La muerte del multiculturalismo
Durante años, la izquierda ha demostrado que no entendía el multiculturalismo. En la ingenua celebración de las diferencias como de canción de Manu Chao, han perdonado toda clase de atropellos a los derechos humanos si los cometían miembros de una minoría. Esta postura culpable quedó perfectamente retratada en la defensa del velo que hicieron algunas feministas españolas. En la cantinela de fondo, «es su cultura y hay que respetara», se ha condenado a millones de mujeres a la insolidaridad.
Las culturas deben convivir bajo la égida de una ética y una historia común. De lo contrario, la sociedad se fractura. Y eso es lo que estamos viendo. Tanto la intransigencia derechista como el papanatismo de la izquierda han minado las posibilidades del multiculturalismo.
Esta postura nos hablaba de la convivencia y la contaminación gozosa entre los diferentes, sí, pero también de la obligatoriedad de todos a asumir una sola ética basada en el respeto de los derechos humanos y la igualdad formal ante la ley. Pues bien: esta ética común se ha desmoronado ya. La derecha no quiere mestizaje y la izquierda se niega a obligar a ninguna cultura a asumir que no hay convivencia posible sin una ética común.
Así, el multiculturalismo ha degenerado en lo que Robert Hughes llamó separatismo cultural, donde cada cual segrega por donde le conviene, y empaqueta a los ciudadanos en jerarquías donde se les valora, no por lo que valen, sino por lo que aparentemente son. Unos quieren arrebatar a los musulmanes sus derechos de ciudadanía, y otros se sienten demasiado culpables como para exigir al islam europeo el respeto a los derechos de la mujer.
Este separatismo cultural explica dos movimientos antagónicos: el alimentado por el odio a los inmigrantes y el que hoy lleva a tantos jóvenes negros en Estados Unidos a resucitar la segregación que sus padres enterraron. Unos y otros hablan en el mismo idioma solipsista y ensimismado, utilizan los mismos códigos. Aquí todos quieren proteger su «cultura» de la supuesta colonización inmaterial.

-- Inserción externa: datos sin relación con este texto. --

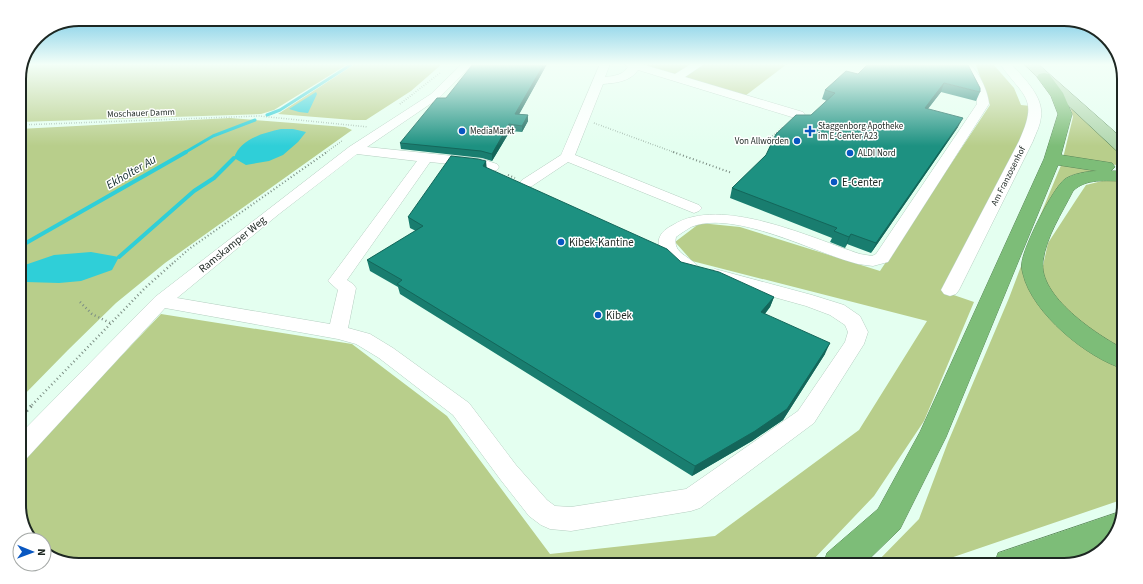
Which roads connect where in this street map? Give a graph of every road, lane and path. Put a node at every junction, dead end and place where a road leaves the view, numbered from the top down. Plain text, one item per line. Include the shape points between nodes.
1 (416, 91) edge
2 (440, 91) edge
3 (593, 91) edge
4 (720, 91) edge
5 (980, 91) edge
6 (1028, 91) edge
7 (1056, 91) edge
8 (1066, 91) edge
9 (1070, 91) edge
10 (396, 106) dead end
11 (799, 115) joint
12 (592, 122) dead end
13 (26, 125) edge
14 (365, 126) junction
15 (376, 128) junction
16 (360, 129) dead end
17 (1117, 130) edge
18 (775, 133) junction
19 (781, 135) edge
20 (1117, 142) edge
21 (763, 144) dead end
22 (349, 145) junction
23 (567, 157) junction
24 (426, 158) junction
25 (1052, 159) junction
26 (492, 167) dead end
27 (1117, 167) edge
28 (732, 173) dead end
29 (1117, 176) edge
30 (527, 183) dead end
31 (694, 208) dead end
32 (950, 290) dead end
33 (161, 301) junction
34 (80, 302) dead end
35 (112, 324) junction
36 (338, 332) junction
37 (1117, 357) edge
38 (26, 412) edge
39 (26, 444) edge
40 (1111, 530) edge
41 (846, 558) edge
42 (1030, 558) edge

1 - 10 path
2 - 15 street, Ramskamper Weg
3 - 23 street
4 - 11 street
5 - 36 street via 983,104 882,258 873,261 858,259 775,230 726,219 692,222 677,228 669,235 667,246 686,267 837,310 853,321 858,332 854,344 806,417 691,500 571,519 550,517 538,508 513,478 461,409 363,339
6 - 32 street, Am Franzosenhof via 1035,107 1034,122
7 - 25 highway via 1065,114
8 - 20 main road
9 - 17 main road
11 - 18 path
12 - 28 path
13 - 14 path, Moschauer Damm via 259,116
14 - 15 path, Moschauer Damm
14 - 15 path
14 - 16 path
15 - 22 street, Ramskamper Weg
18 - 19 path
18 - 21 path
22 - 24 street
22 - 33 street, Ramskamper Weg via 274,211
22 - 35 path via 189,249 145,288
23 - 30 street
23 - 31 street
24 - 26 street via 482,163
24 - 36 street via 337,281 347,288
25 - 27 highway
25 - 41 highway via 932,437 889,519
29 - 37 highway via 1093,176 1072,182 1065,189 1032,260 1034,278 1048,303 1070,325 1103,350
33 - 36 street
33 - 39 street, Ramskamper Weg
34 - 35 path via 92,314
35 - 38 path
40 - 42 highway

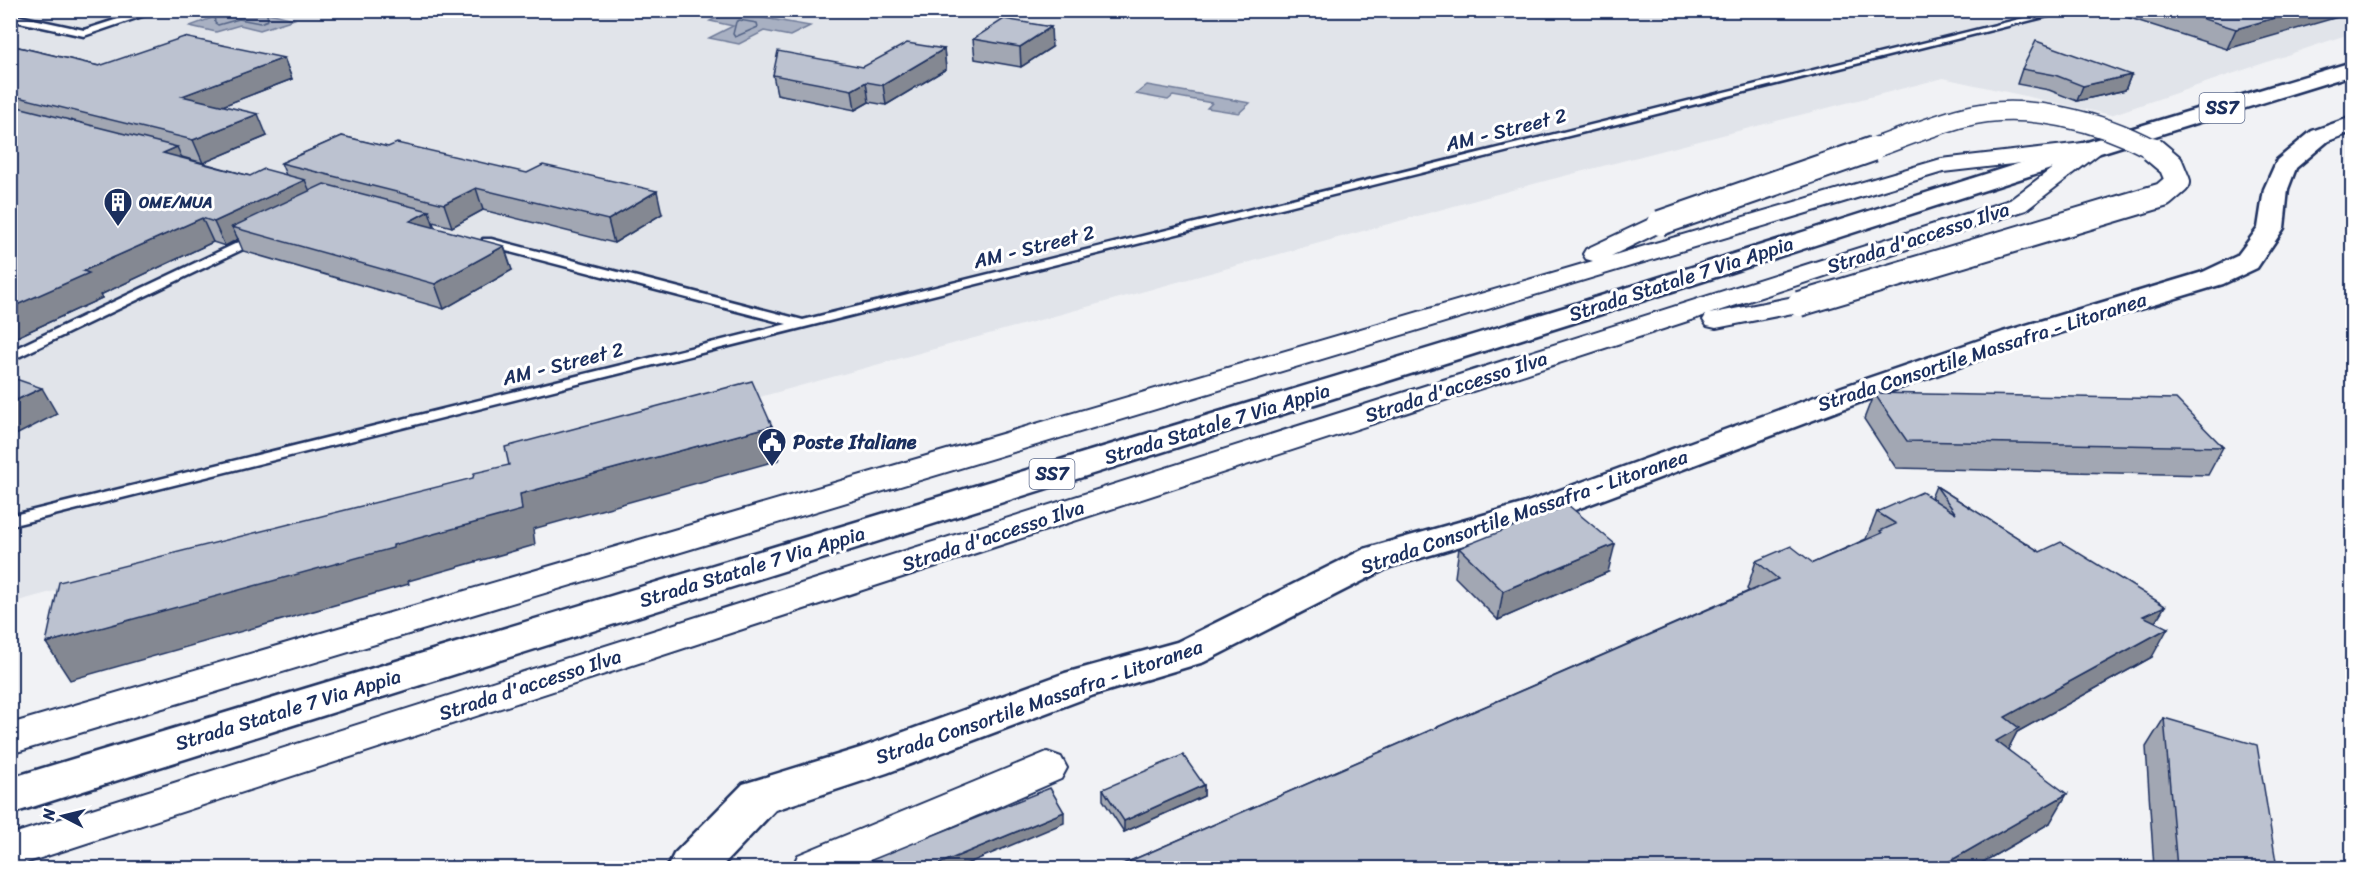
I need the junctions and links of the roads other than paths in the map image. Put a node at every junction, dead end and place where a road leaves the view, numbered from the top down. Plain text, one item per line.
1 (156, 10) edge
2 (2068, 10) edge
3 (10, 17) edge
4 (2352, 68) edge
5 (2352, 124) edge
6 (2092, 148) junction
7 (267, 233) edge
8 (470, 238) edge
9 (1512, 294) junction
10 (803, 324) junction
11 (1575, 348) junction
12 (10, 357) edge
13 (10, 521) edge
14 (10, 740) edge
15 (1047, 768) dead end
16 (10, 796) edge
17 (10, 853) edge
18 (691, 868) edge
19 (813, 868) edge

1 - 3 lane
2 - 10 lane, AM - Street 2
4 - 6 main road, Strada Statale 7 Via Appia / SS7
5 - 18 main road, Strada Consortile Massafra - Litoranea
6 - 9 street
6 - 11 street, Strada d'accesso Ilva
6 - 16 main road, Strada Statale 7 Via Appia / SS7
7 - 12 lane
8 - 10 lane
9 - 11 street, bridge
9 - 14 street
10 - 13 lane, AM - Street 2
11 - 17 street, Strada d'accesso Ilva
15 - 19 street

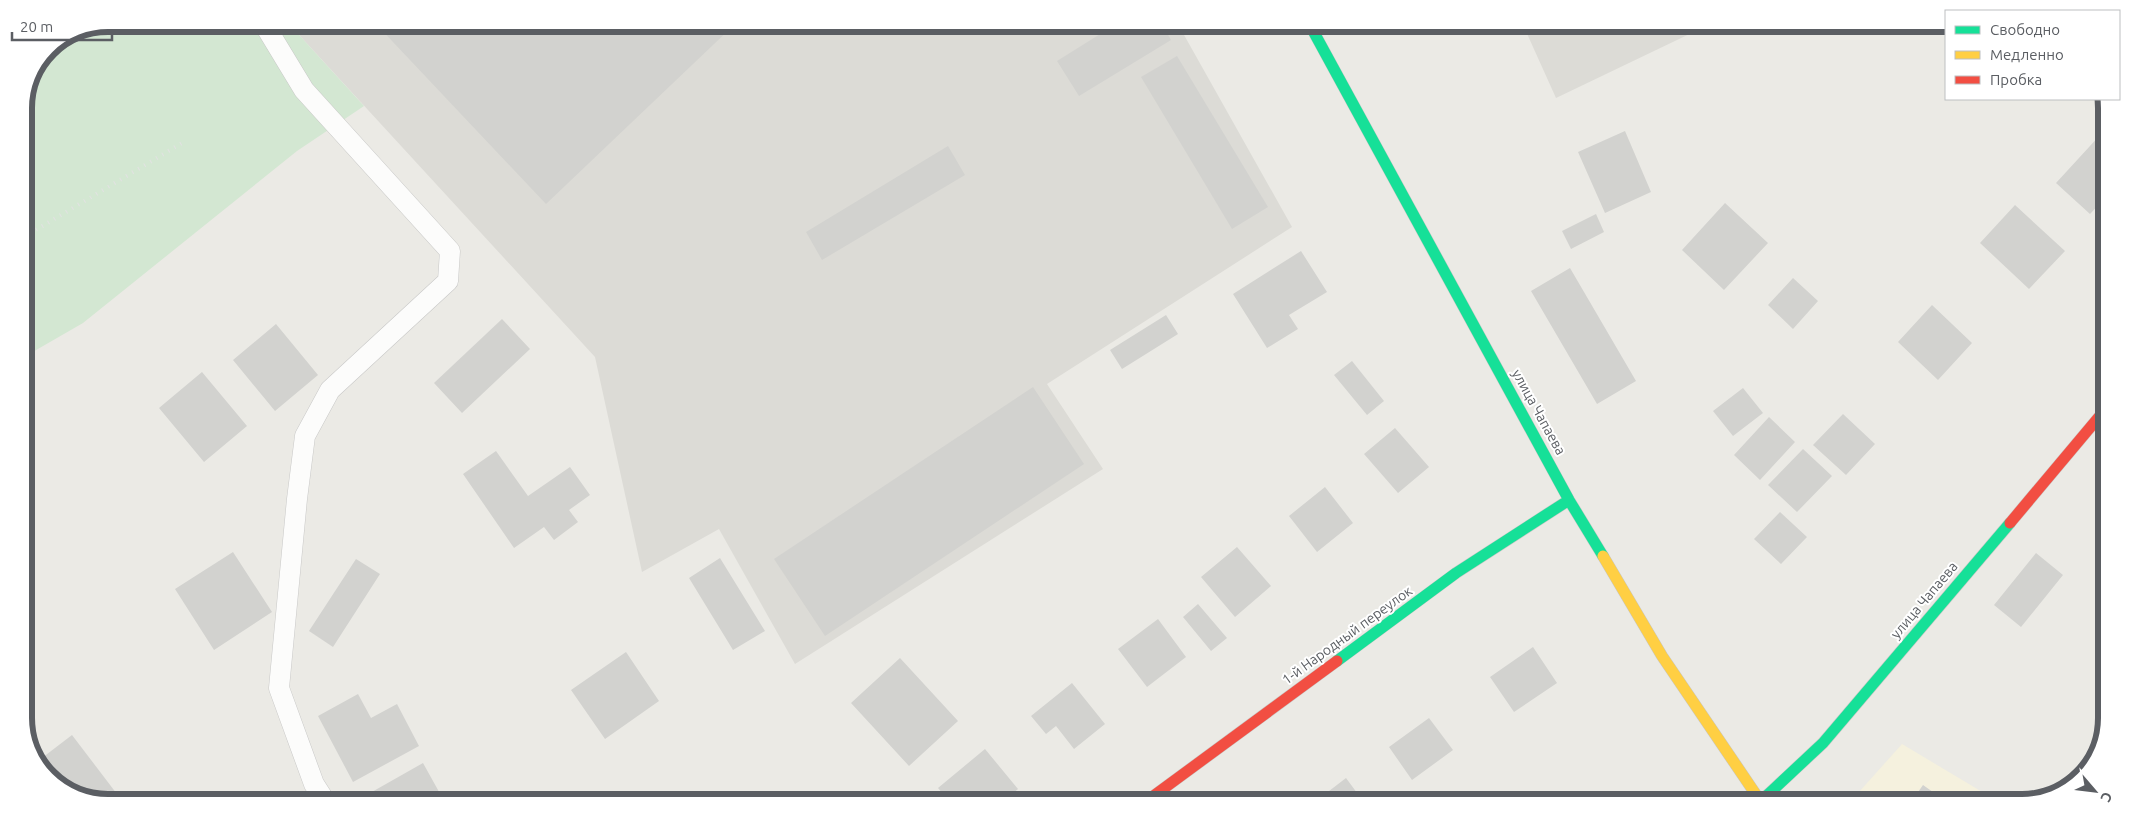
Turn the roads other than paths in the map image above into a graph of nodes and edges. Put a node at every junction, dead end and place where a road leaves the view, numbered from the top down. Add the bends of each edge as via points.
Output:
1 (269, 32) edge
2 (1314, 32) edge
3 (2098, 419) edge
4 (1569, 500) junction
5 (320, 794) edge
6 (1156, 794) edge
7 (1755, 794) edge
8 (1768, 794) edge

1 - 5 lane via 304,90 450,250 448,281 330,390 306,436 279,688
2 - 4 street, улица Чапаева
3 - 8 street, улица Чапаева via 1823,743
4 - 6 street, 1-й Народный переулок via 1456,573
4 - 7 street, улица Чапаева via 1662,656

Solo desde estos puntos de vida identitarios pueden sostenerse insensateces históricas como que los 800 años de presencia musulmana en España fueron malos
Solo desde estos puntos de vista identitarios pueden sostenerse, con toda calma, insensateces históricas como que los 800 años de presencia musulmana en España fueron malos, o que hay que derribar una estatua de Colón. El separatismo de derechas propone uniformidad y sometimiento a la cruz, y el de izquierdas una diversidad falsa, llena de fronteras, entre las que florecen las acusaciones de opresión sistémica y apropiación cultural.
Unos y otros han quebrado el concepto de ciudadanía en mapas políticos propicios a la batalla. Ambos tienen armazón histórico para sostener sus mitos separatistas: desde la Europa de las naciones cristianas a los crímenes de la colonización del siglo XVI, unos y otros hacen imposible enfocar la historia como un territorio acogedor, justo y compartido, que promueva la reparación y salde sus deudas, pero invalide para siempre el resentimiento, la venganza y la disolución.